PROVIDED INFORMATION>
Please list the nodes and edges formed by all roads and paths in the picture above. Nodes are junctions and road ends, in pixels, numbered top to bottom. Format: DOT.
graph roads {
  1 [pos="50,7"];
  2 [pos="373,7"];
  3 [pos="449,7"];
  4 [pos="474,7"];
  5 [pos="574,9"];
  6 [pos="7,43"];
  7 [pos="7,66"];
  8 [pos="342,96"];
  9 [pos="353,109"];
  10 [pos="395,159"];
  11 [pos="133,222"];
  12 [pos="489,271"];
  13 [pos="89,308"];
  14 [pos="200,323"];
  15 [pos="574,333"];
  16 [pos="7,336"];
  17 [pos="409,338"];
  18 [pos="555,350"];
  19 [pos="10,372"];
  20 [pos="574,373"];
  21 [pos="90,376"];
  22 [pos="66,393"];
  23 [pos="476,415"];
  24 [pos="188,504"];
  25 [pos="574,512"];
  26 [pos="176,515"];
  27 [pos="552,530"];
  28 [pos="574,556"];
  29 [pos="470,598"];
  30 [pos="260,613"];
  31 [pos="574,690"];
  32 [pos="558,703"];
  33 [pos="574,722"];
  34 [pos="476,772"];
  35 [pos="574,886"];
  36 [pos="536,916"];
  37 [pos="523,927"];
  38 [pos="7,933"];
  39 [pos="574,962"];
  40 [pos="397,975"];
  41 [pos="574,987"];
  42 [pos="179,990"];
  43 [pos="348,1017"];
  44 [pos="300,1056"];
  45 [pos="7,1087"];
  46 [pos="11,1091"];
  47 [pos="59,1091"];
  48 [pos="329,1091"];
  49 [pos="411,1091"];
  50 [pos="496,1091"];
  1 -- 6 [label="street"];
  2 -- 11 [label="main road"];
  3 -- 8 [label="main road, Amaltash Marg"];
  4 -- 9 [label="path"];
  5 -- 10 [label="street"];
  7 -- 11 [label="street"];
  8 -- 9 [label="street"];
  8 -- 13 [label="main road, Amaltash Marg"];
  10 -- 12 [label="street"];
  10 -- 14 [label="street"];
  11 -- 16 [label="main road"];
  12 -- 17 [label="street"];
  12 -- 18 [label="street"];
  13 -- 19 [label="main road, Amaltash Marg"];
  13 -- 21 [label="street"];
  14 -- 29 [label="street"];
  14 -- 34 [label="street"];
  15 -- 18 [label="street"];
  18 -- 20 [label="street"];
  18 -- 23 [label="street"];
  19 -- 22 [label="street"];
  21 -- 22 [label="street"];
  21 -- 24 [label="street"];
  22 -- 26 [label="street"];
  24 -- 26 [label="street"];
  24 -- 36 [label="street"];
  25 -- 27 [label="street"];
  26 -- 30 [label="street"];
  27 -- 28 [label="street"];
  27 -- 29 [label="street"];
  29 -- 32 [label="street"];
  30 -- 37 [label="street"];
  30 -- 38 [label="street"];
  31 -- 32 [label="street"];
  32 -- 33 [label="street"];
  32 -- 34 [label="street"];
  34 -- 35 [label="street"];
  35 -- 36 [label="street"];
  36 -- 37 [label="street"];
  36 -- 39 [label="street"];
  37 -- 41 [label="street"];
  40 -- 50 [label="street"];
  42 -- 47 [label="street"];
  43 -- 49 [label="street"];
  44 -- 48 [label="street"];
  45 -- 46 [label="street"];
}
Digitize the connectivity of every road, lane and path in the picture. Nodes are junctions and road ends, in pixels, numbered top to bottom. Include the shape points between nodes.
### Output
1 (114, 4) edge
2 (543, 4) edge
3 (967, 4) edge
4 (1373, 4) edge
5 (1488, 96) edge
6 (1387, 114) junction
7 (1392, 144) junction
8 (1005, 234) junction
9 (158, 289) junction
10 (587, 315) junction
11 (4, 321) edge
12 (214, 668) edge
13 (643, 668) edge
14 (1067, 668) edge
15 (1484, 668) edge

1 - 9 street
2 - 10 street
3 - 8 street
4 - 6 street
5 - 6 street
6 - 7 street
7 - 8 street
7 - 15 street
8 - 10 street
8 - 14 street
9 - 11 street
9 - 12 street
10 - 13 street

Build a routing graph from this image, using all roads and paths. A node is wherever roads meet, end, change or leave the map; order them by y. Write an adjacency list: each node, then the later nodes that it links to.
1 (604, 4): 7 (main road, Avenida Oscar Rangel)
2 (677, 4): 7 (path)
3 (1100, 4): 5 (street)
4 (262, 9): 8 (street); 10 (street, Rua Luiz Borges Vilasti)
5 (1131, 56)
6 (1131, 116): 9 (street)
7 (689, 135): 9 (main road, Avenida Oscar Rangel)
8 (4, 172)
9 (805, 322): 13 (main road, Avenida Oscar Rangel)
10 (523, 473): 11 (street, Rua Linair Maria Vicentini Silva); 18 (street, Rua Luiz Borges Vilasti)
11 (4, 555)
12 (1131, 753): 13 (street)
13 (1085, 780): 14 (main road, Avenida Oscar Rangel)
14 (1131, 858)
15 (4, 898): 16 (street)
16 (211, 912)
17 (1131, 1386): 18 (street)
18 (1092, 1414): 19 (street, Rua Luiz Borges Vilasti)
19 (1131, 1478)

WHAT YOU ARE ASKED TO DO>
Extract all of the material exactly as it is written.

OUTPUT FOR THIS EXERCISE>
Please list the nodes and edges formed by all roads and paths in the picture above. Nodes are junctions and road ends, in pixels, numbered top to bottom. Format: DOT.
graph roads {
  1 [pos="50,7"];
  2 [pos="373,7"];
  3 [pos="449,7"];
  4 [pos="474,7"];
  5 [pos="574,9"];
  6 [pos="7,43"];
  7 [pos="7,66"];
  8 [pos="342,96"];
  9 [pos="353,109"];
  10 [pos="395,159"];
  11 [pos="133,222"];
  12 [pos="489,271"];
  13 [pos="89,308"];
  14 [pos="200,323"];
  15 [pos="574,333"];
  16 [pos="7,336"];
  17 [pos="409,338"];
  18 [pos="555,350"];
  19 [pos="10,372"];
  20 [pos="574,373"];
  21 [pos="90,376"];
  22 [pos="66,393"];
  23 [pos="476,415"];
  24 [pos="188,504"];
  25 [pos="574,512"];
  26 [pos="176,515"];
  27 [pos="552,530"];
  28 [pos="574,556"];
  29 [pos="470,598"];
  30 [pos="260,613"];
  31 [pos="574,690"];
  32 [pos="558,703"];
  33 [pos="574,722"];
  34 [pos="476,772"];
  35 [pos="574,886"];
  36 [pos="536,916"];
  37 [pos="523,927"];
  38 [pos="7,933"];
  39 [pos="574,962"];
  40 [pos="397,975"];
  41 [pos="574,987"];
  42 [pos="179,990"];
  43 [pos="348,1017"];
  44 [pos="300,1056"];
  45 [pos="7,1087"];
  46 [pos="11,1091"];
  47 [pos="59,1091"];
  48 [pos="329,1091"];
  49 [pos="411,1091"];
  50 [pos="496,1091"];
  1 -- 6 [label="street"];
  2 -- 11 [label="main road"];
  3 -- 8 [label="main road, Amaltash Marg"];
  4 -- 9 [label="path"];
  5 -- 10 [label="street"];
  7 -- 11 [label="street"];
  8 -- 9 [label="street"];
  8 -- 13 [label="main road, Amaltash Marg"];
  10 -- 12 [label="street"];
  10 -- 14 [label="street"];
  11 -- 16 [label="main road"];
  12 -- 17 [label="street"];
  12 -- 18 [label="street"];
  13 -- 19 [label="main road, Amaltash Marg"];
  13 -- 21 [label="street"];
  14 -- 29 [label="street"];
  14 -- 34 [label="street"];
  15 -- 18 [label="street"];
  18 -- 20 [label="street"];
  18 -- 23 [label="street"];
  19 -- 22 [label="street"];
  21 -- 22 [label="street"];
  21 -- 24 [label="street"];
  22 -- 26 [label="street"];
  24 -- 26 [label="street"];
  24 -- 36 [label="street"];
  25 -- 27 [label="street"];
  26 -- 30 [label="street"];
  27 -- 28 [label="street"];
  27 -- 29 [label="street"];
  29 -- 32 [label="street"];
  30 -- 37 [label="street"];
  30 -- 38 [label="street"];
  31 -- 32 [label="street"];
  32 -- 33 [label="street"];
  32 -- 34 [label="street"];
  34 -- 35 [label="street"];
  35 -- 36 [label="street"];
  36 -- 37 [label="street"];
  36 -- 39 [label="street"];
  37 -- 41 [label="street"];
  40 -- 50 [label="street"];
  42 -- 47 [label="street"];
  43 -- 49 [label="street"];
  44 -- 48 [label="street"];
  45 -- 46 [label="street"];
}
Digitize the connectivity of every road, lane and path in the picture. Nodes are junctions and road ends, in pixels, numbered top to bottom. Include the shape points between nodes.
### Output
1 (114, 4) edge
2 (543, 4) edge
3 (967, 4) edge
4 (1373, 4) edge
5 (1488, 96) edge
6 (1387, 114) junction
7 (1392, 144) junction
8 (1005, 234) junction
9 (158, 289) junction
10 (587, 315) junction
11 (4, 321) edge
12 (214, 668) edge
13 (643, 668) edge
14 (1067, 668) edge
15 (1484, 668) edge

1 - 9 street
2 - 10 street
3 - 8 street
4 - 6 street
5 - 6 street
6 - 7 street
7 - 8 street
7 - 15 street
8 - 10 street
8 - 14 street
9 - 11 street
9 - 12 street
10 - 13 street

Build a routing graph from this image, using all roads and paths. A node is wherever roads meet, end, change or leave the map; order them by y. Write an adjacency list: each node, then the later nodes that it links to.
1 (604, 4): 7 (main road, Avenida Oscar Rangel)
2 (677, 4): 7 (path)
3 (1100, 4): 5 (street)
4 (262, 9): 8 (street); 10 (street, Rua Luiz Borges Vilasti)
5 (1131, 56)
6 (1131, 116): 9 (street)
7 (689, 135): 9 (main road, Avenida Oscar Rangel)
8 (4, 172)
9 (805, 322): 13 (main road, Avenida Oscar Rangel)
10 (523, 473): 11 (street, Rua Linair Maria Vicentini Silva); 18 (street, Rua Luiz Borges Vilasti)
11 (4, 555)
12 (1131, 753): 13 (street)
13 (1085, 780): 14 (main road, Avenida Oscar Rangel)
14 (1131, 858)
15 (4, 898): 16 (street)
16 (211, 912)
17 (1131, 1386): 18 (street)
18 (1092, 1414): 19 (street, Rua Luiz Borges Vilasti)
19 (1131, 1478)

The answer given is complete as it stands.